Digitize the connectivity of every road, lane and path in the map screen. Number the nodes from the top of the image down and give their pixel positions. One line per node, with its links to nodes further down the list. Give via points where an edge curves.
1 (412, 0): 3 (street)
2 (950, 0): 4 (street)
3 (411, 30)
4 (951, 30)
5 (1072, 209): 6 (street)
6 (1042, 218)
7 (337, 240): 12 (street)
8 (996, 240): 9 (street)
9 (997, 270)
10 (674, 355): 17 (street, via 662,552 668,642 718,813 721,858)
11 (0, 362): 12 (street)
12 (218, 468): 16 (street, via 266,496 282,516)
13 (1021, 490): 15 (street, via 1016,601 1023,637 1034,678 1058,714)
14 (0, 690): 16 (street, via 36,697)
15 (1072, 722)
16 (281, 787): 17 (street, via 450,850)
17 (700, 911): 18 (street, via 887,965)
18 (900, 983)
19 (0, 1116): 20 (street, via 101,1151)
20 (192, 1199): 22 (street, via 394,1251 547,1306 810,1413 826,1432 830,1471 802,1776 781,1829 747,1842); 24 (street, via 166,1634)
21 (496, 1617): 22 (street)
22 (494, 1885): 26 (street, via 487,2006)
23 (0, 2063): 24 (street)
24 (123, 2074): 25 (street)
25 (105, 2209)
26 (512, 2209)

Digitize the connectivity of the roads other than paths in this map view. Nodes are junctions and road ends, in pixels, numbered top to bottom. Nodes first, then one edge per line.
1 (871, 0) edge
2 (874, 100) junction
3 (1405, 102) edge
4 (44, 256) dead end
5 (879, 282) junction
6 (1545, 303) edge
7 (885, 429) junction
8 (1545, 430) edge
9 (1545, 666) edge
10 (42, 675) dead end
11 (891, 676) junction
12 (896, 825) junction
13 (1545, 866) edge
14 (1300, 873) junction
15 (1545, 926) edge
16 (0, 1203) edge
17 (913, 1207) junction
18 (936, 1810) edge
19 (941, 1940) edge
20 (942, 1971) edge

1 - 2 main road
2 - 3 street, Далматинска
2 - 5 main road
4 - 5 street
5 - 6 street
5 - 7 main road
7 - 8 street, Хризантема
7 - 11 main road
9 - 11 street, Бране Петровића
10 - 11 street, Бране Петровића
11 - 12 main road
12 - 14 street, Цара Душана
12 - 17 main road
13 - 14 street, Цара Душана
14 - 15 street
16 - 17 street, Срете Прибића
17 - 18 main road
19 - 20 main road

++++++++++

◆ **ACTION ITEM**:
Word for word, repeat every entry listed above.

◆ **RESULT FOR THIS EXERCISE**:
Digitize the connectivity of every road, lane and path in the map screen. Number the nodes from the top of the image down and give their pixel positions. One line per node, with its links to nodes further down the list. Give via points where an edge curves.
1 (412, 0): 3 (street)
2 (950, 0): 4 (street)
3 (411, 30)
4 (951, 30)
5 (1072, 209): 6 (street)
6 (1042, 218)
7 (337, 240): 12 (street)
8 (996, 240): 9 (street)
9 (997, 270)
10 (674, 355): 17 (street, via 662,552 668,642 718,813 721,858)
11 (0, 362): 12 (street)
12 (218, 468): 16 (street, via 266,496 282,516)
13 (1021, 490): 15 (street, via 1016,601 1023,637 1034,678 1058,714)
14 (0, 690): 16 (street, via 36,697)
15 (1072, 722)
16 (281, 787): 17 (street, via 450,850)
17 (700, 911): 18 (street, via 887,965)
18 (900, 983)
19 (0, 1116): 20 (street, via 101,1151)
20 (192, 1199): 22 (street, via 394,1251 547,1306 810,1413 826,1432 830,1471 802,1776 781,1829 747,1842); 24 (street, via 166,1634)
21 (496, 1617): 22 (street)
22 (494, 1885): 26 (street, via 487,2006)
23 (0, 2063): 24 (street)
24 (123, 2074): 25 (street)
25 (105, 2209)
26 (512, 2209)

Digitize the connectivity of the roads other than paths in this map view. Nodes are junctions and road ends, in pixels, numbered top to bottom. Nodes first, then one edge per line.
1 (871, 0) edge
2 (874, 100) junction
3 (1405, 102) edge
4 (44, 256) dead end
5 (879, 282) junction
6 (1545, 303) edge
7 (885, 429) junction
8 (1545, 430) edge
9 (1545, 666) edge
10 (42, 675) dead end
11 (891, 676) junction
12 (896, 825) junction
13 (1545, 866) edge
14 (1300, 873) junction
15 (1545, 926) edge
16 (0, 1203) edge
17 (913, 1207) junction
18 (936, 1810) edge
19 (941, 1940) edge
20 (942, 1971) edge

1 - 2 main road
2 - 3 street, Далматинска
2 - 5 main road
4 - 5 street
5 - 6 street
5 - 7 main road
7 - 8 street, Хризантема
7 - 11 main road
9 - 11 street, Бране Петровића
10 - 11 street, Бране Петровића
11 - 12 main road
12 - 14 street, Цара Душана
12 - 17 main road
13 - 14 street, Цара Душана
14 - 15 street
16 - 17 street, Срете Прибића
17 - 18 main road
19 - 20 main road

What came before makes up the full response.